The Dark, Holy Places

I am learning a lot about the dark places: the trials and the valleys we go through. Hindsight is always 20/20, and right now my vision of the past few years of my life is just starting to clear up.

A few years ago, I stepped foot in the Czech Republic for a three-month summer service project, and that was the day this roller coaster of learning and digressing, growing and shrinking, progressing and regressing began. I don’t think I had ever “lost my joy” prior to that point. Actually, the opposite is very true. I was experiencing God to the fullest, or what I thought to be the fullest, prior to that point.

With Czech entered the most spiritually, emotionally and intellectually trying time of my life—scary to think that every other trial in my life paled in comparison to this. With Czech entered the swift decent from a three-year spiritual mountaintop. The valley of examining what I believe, who I am, who God is and where my joy lies came into view that day.

If I trace it, those three months ushered in a low that lasted through college graduation a year later and brought a new phase of trials and waiting. It has been almost two years since I graduated, and I am only now catching a glimpse of what God has been doing.

How would I describe it? Confusion, turmoil, doubt, questioning, learning, understanding, stretching, discomfort, hurt, loneliness, fear, waiting. It has been dark and bleak, cold and miserable, but joy comes in the morning. The dawn brings light to a new day, to hope.

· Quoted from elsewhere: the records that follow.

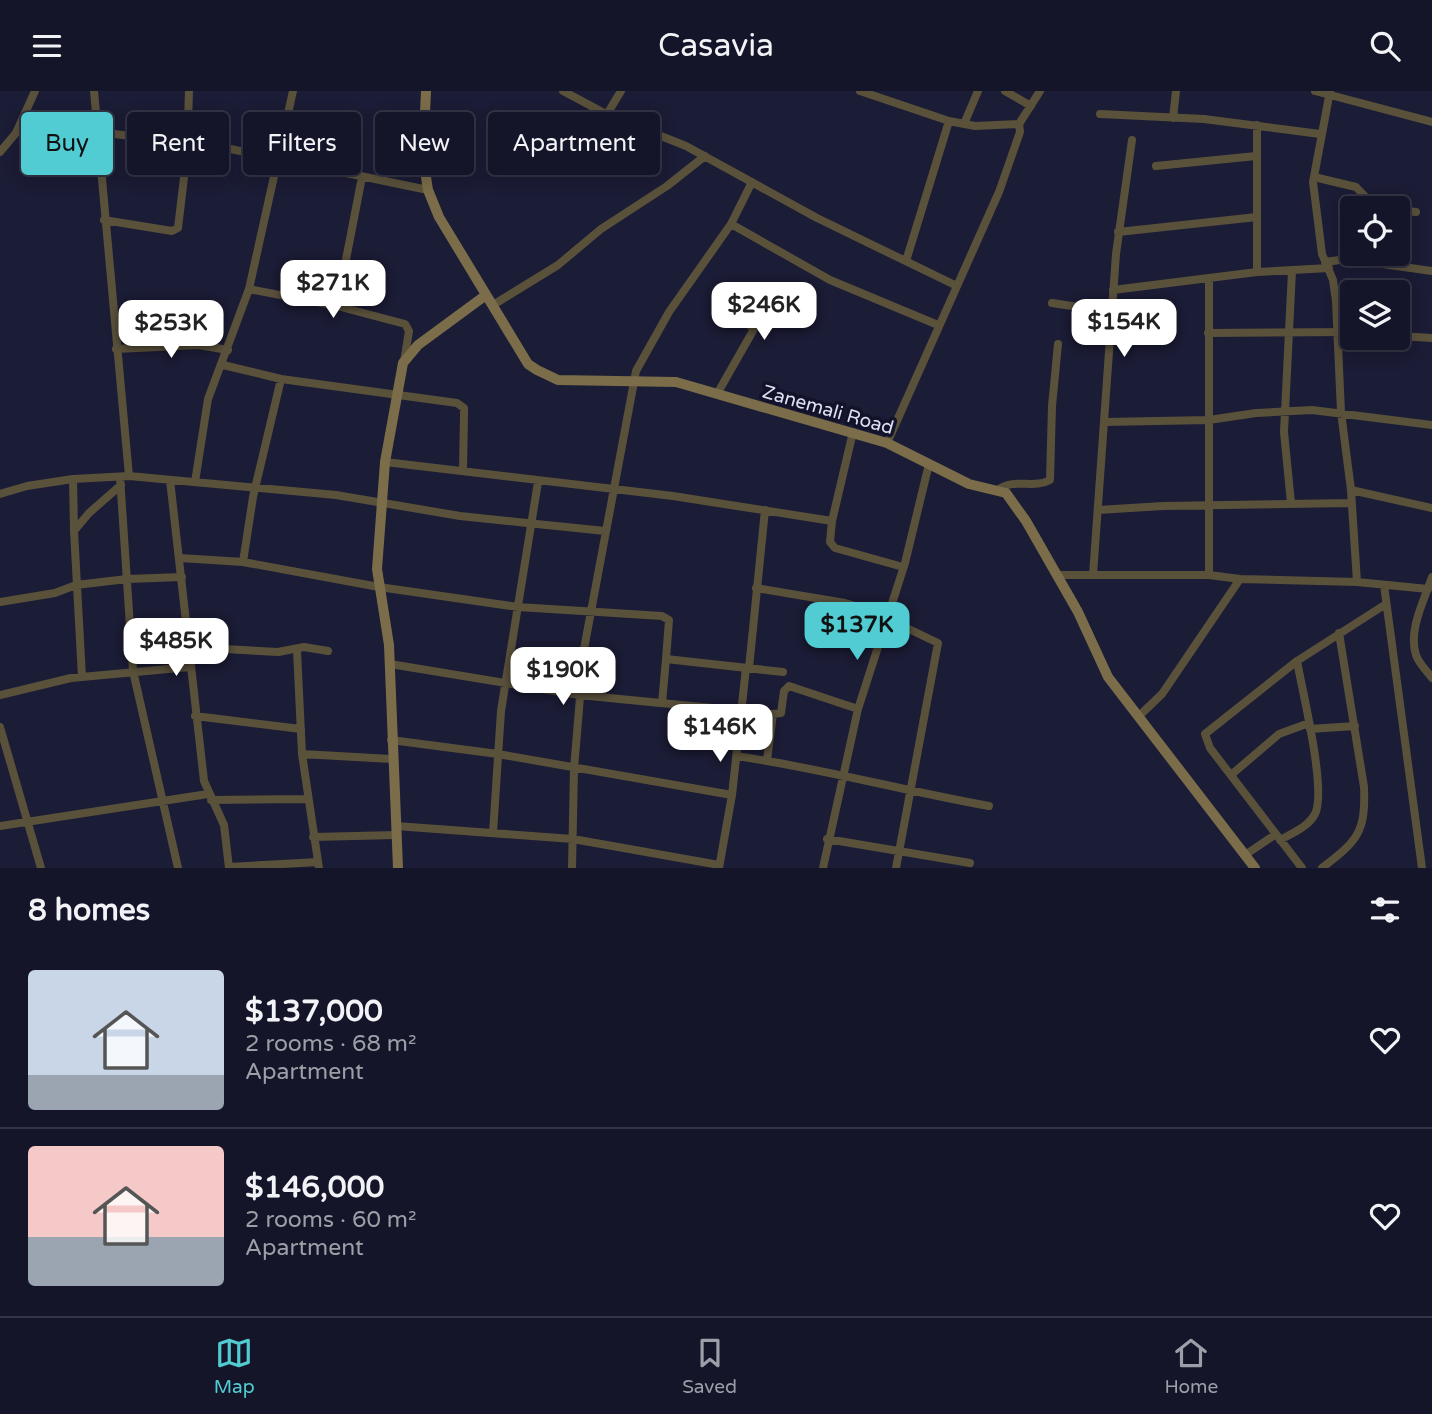 <!DOCTYPE html>
<meta charset="utf-8">
<style>
:root{--surface:#141528;--page:#212234;--text:#f1f3f6;--muted:#9d9fa8;--line:#333445;--accent:#51ccd2}
body{margin:0;font-family:"Varela Round",sans-serif;background:var(--page);color:var(--text);height:100vh;display:flex;flex-direction:column;font-size:26px;white-space:nowrap}
*{box-sizing:border-box;margin:0}
p{font-size:23px;color:var(--muted)}
.icon{flex:none;width:38px;height:38px;fill:none;stroke:currentColor;stroke-width:2;stroke-linecap:round;stroke-linejoin:round}
.map{position:relative;height:777px;overflow:hidden}
.panel{display:flex;flex-direction:column;background:var(--surface);flex:1}
.panel>*{flex:none}
.banner{position:absolute;left:21px;top:21px;width:700px;height:63px;display:flex;gap:14px}
.buttons{position:absolute;left:1340px;top:105px;display:grid;gap:14px}
.buttons a{display:grid;place-items:center;width:70px;height:70px;border-radius:7px;background:var(--surface);box-shadow:0 4px 18px #0003,0 0 0 2px var(--line);font-size:35px}
.price{position:absolute;translate:-50% -60px;padding:0 16px;border-radius:14px;background:#fff;color:#222;font-size:23px;line-height:46px;filter:drop-shadow(0 2px 4px #0008)}
.price::after{content:'';position:absolute;left:50%;top:42px;width:21px;height:16px;margin-left:-10px;background:inherit;clip-path:polygon(0 0,100% 0,50% 100%)}
.price.selected{background:var(--accent);color:#111}
ul{padding:0;list-style:none}
li{display:flex;align-items:center;gap:21px;height:175px;padding:0 28px}
li+li{border-top:2px solid var(--line)}
li span{display:grid;place-items:center;flex:none;width:196px;height:140px;border-radius:7px;color:#555}
li>.icon{margin-inline-start:auto}
span .icon{width:84px;height:84px;fill:#fffc;stroke-width:1}
li b{font-size:30px}
h2{display:flex;justify-content:space-between;align-items:center;height:84px;padding:0 28px;font-size:30px}
.tag{padding:0 24px;border-radius:7px;background:var(--surface);box-shadow:0 4px 18px #0003,0 0 0 2px var(--line);font-size:24px;line-height:63px}
.tag.selected{background:var(--accent);color:#111}
header{display:flex;justify-content:space-between;align-items:center;height:91px;padding:0 28px;background:var(--surface);font-size:32px;font-weight:600}
.tab-bar{display:flex;justify-content:space-around;align-items:center;height:98px;border-top:2px solid var(--line);background:var(--surface);font-size:19px;color:var(--muted)}
.tab-bar a{display:grid;justify-items:center;gap:4px}
.tab-bar .selected{color:var(--accent)}
.map>svg:first-child{display:block}
.lines{fill:none;stroke-linecap:round;stroke-linejoin:round}
.street{stroke:#5a513b;stroke-width:8}
.secondary{stroke:#7b6d49;stroke-width:10}
.labels{text-anchor:middle;dominant-baseline:central;stroke-width:7;stroke-linejoin:round;paint-order:stroke}
.street-label{font-size:19px;fill:#dee0f2;stroke:#12122b}
</style>
<header><svg class="icon" aria-label="menu" viewBox="0 0 24 24"><path d="M4 6h16M4 12h16M4 18h16"/></svg>Casavia<svg class="icon" aria-label="search" viewBox="0 0 24 24"><circle cx="10" cy="10" r="6"/><path d="M15 15l6 6"/></svg></header>
<div class="map">
<svg width="1432" height="777" viewBox="0 0 1432 777">
<rect width="100%" height="100%" fill="#1b1c35"/>
<g class="lines">
<path class="street" d="M94,0L129,385
M563,0L608,24L686,55L817,127L957,195
M860,0L949,30L975,35L1019,33
M1005,0L1031,15
M1315,0L1432,31
M1330,0L1313,91L1322,163L1333,189L1336,210L1341,321L1351,399L1357,491
M1100,23L1204,28L1320,43
M1173,27L1176,0
M964,33L978,0
M98,41L221,56L428,99
M0,61L16,42L35,0
M580,68L621,0
M1156,75L1256,65
M1314,86L1356,96L1375,116L1387,117
M1398,119L1416,121
M104,129L172,140L178,137L187,61L189,0
M731,133L830,189L938,234
M1118,141L1257,126
M906,170L949,30
M1325,171L1347,168L1432,180
M1257,181V34
M249,198L337,215L405,233L409,240L404,271
M1113,199L1257,181L1329,177
M1052,212L1112,221
M493,214L558,174L601,138L667,95L705,65
M337,215L362,86
M1208,242L1353,241
M1398,245L1432,247
M116,258L198,254L228,259
M223,274L281,288L457,312L464,317V323L463,380
M717,303L754,238L723,213
M1105,331L1209,329L1256,322L1312,319L1432,334
M887,352L999,101L1020,41L1019,33L1040,0
M385,371L673,405L832,430L853,341
M120,386L133,580L178,777
M73,388L74,440
M170,389L204,690L224,734L229,777
M195,391L208,308L249,198L293,0
M999,398C1015,387 1034,398 1050,389L1052,315L1058,253
M1351,399L1432,417
M0,403L27,395L73,388L129,385L336,404L460,425L605,440
M1291,412L1284,341L1292,180
M1098,419L1163,415L1351,412
M832,430L830,451L835,457L903,476
M180,467L243,471L379,496L518,516L662,525L669,529L666,568L783,581
M243,471L253,406L281,288
M1057,484H1209L1240,488
M1093,484L1116,163L1132,49
M1209,484V190
M1432,486C1424,510 1408,539 1416,564C1419,573 1427,580 1432,587
M1384,494L1422,777
M756,497L845,512L886,524
M0,511L55,502L76,494L127,488L182,486
M886,527L938,552L896,777
M189,556L278,561L304,556L328,560
M297,560L302,663L319,777
M390,573L579,604L773,623L781,622L784,600L789,595L858,618
M749,577L765,419
M82,586L74,440L89,422L121,394
M0,604L71,587L190,576
M662,612L666,568
M195,625L301,638
M1139,625L1162,603L1240,488L1357,491L1428,498
M0,636L41,777
M1310,638L1355,635
M391,649L498,663L732,704
M302,663L391,668
M736,665C821,677 904,700 989,715
M767,669L773,623
M1231,684L1279,643L1309,632
M211,709L307,708
M0,735L208,703
M396,735L573,748L719,774
M493,742L501,620L538,391
M313,746L396,744
M827,748L970,772
M1280,749C1293,742 1308,736 1315,723C1327,699 1302,599 1297,570
M1245,764L1276,743
M229,776L318,771
M572,777L574,678L584,558L636,280L669,221L731,133L752,91
M719,777L732,704L746,577
M823,777L858,618L905,472L929,373
M1302,777L1210,657L1205,643L1297,570L1386,513
M1322,777C1357,750 1366,742 1364,696L1339,542"/>
<path class="secondary" d="M426,0L423,66L428,99L439,126L528,273L537,279L558,289L676,291L887,352L969,393L1006,402L1026,430L1078,521L1108,586L1255,777
M398,777L389,554L377,478L385,371L403,272L418,254L486,204"/>
</g>
<g class="labels">
<g class="street-label">
<text transform="translate(828 319) rotate(16)">Zanemali Road</text>
</g>
</g>
</svg>
<div class="buttons">
<a><svg class="icon" aria-label="locate" viewBox="0 0 24 24"><circle cx="12" cy="12" r="6"/><path d="M12 2v4M12 18v4M2 12h4M18 12h4"/></svg></a>
<a><svg class="icon" aria-label="layers" viewBox="0 0 24 24"><path d="M12 4l9 5-9 5-9-5zM3 14l9 5 9-5"/></svg></a>
</div>
<b class="price" style="left:333px;top:229px">$271K</b>
<b class="price" style="left:764px;top:251px">$246K</b>
<b class="price" style="left:1124px;top:268px">$154K</b>
<b class="price" style="left:171px;top:269px">$253K</b>
<b class="price selected" style="left:857px;top:571px">$137K</b>
<b class="price" style="left:176px;top:587px">$485K</b>
<b class="price" style="left:563px;top:616px">$190K</b>
<b class="price" style="left:720px;top:673px">$146K</b>
<div class="banner">
<a class="tag selected">Buy</a>
<a class="tag">Rent</a>
<a class="tag">Filters</a>
<a class="tag">New</a>
<a class="tag">Apartment</a>
</div>
</div>
<section class="panel">
<h2>8 homes<svg class="icon" aria-label="filters" viewBox="0 0 24 24"><path d="M4 7h16M4 17h16"/><circle cx="9" cy="7" r="2"/><circle cx="15" cy="17" r="2"/></svg></h2>
<ul>
<li><span style="background:linear-gradient(#c9d6e8 75%,#9aa5b1 0)"><svg class="icon" aria-label="home" viewBox="0 0 24 24"><path d="M3 11l9-7 9 7M6 9v11h12V9"/></svg></span><div><b>$137,000</b><p>2 rooms · 68 m²</p><p>Apartment</p></div><svg class="icon" aria-label="heart" viewBox="0 0 24 24"><path d="M12 20l-8-8c-3-5 5-10 8-4 3-6 11-1 8 4z"/></svg></li>
<li><span style="background:linear-gradient(#f6c9c9 65%,#9aa5b1 0)"><svg class="icon" aria-label="home" viewBox="0 0 24 24"><path d="M3 11l9-7 9 7M6 9v11h12V9"/></svg></span><div><b>$146,000</b><p>2 rooms · 60 m²</p><p>Apartment</p></div><svg class="icon" aria-label="heart" viewBox="0 0 24 24"><path d="M12 20l-8-8c-3-5 5-10 8-4 3-6 11-1 8 4z"/></svg></li>
</ul>
</section>
<nav class="tab-bar">
<a class="selected"><svg class="icon" aria-label="map" viewBox="0 0 24 24"><path d="M3 6l6-2 6 2 6-2v14l-6 2-6-2-6 2zM9 4v14M15 6v14"/></svg>Map</a>
<a><svg class="icon" aria-label="saved" viewBox="0 0 24 24"><path d="M7 4h10v16l-5-4-5 4z"/></svg>Saved</a>
<a><svg class="icon" aria-label="home" viewBox="0 0 24 24"><path d="M3 11l9-7 9 7M6 9v11h12V9"/></svg>Home</a>
</nav>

I am not yet able to verbalize all the lessons I have learned during this journey through the valley, but I have come away knowing that the dark places really can be holy places.

The valleys are not to be shied away from, but embraced. W. Phillip Keller, in A Shepherd Looks at Psalm 23, writes, “As Christians, we will sooner or later discover that it is in the valleys of our lives that we find refreshment from God Himself. It is not until we have walked with Him through some very deep troubles that we discover He can lead us to find our refreshment in Him right there in the midst of our difficulty.”

These valleys are often necessary. I still don’t know how to keep the joy throughout them, but I think I am in the midst of learning that. I know God commands us to always give thanks. I know in Psalm 26 David sets God’s goodness and loving kindness before him, and then he speaks, gives voice to his thanksgiving. He vocalizes truth, and God in turn gives him a grateful heart. I know these valleys grow us and change us (James 1:2-4, Romans 5:3-5).

C.S. Lewis writes in Till We Have Faces, “Nothing is yet in its true form.” We are being transformed. We want to be on higher ground with God, but we often have to be broken and shattered, being re-formed to handle the high, holy places of God.

God is forming my true face on me, chipping away at the mask that has made itself at home in my life for so long. Before the finest gold ring can adorn the hand of the one so deserving, the gold must first be melted down, refined, molded and set. I think I am being poured into the mold right now.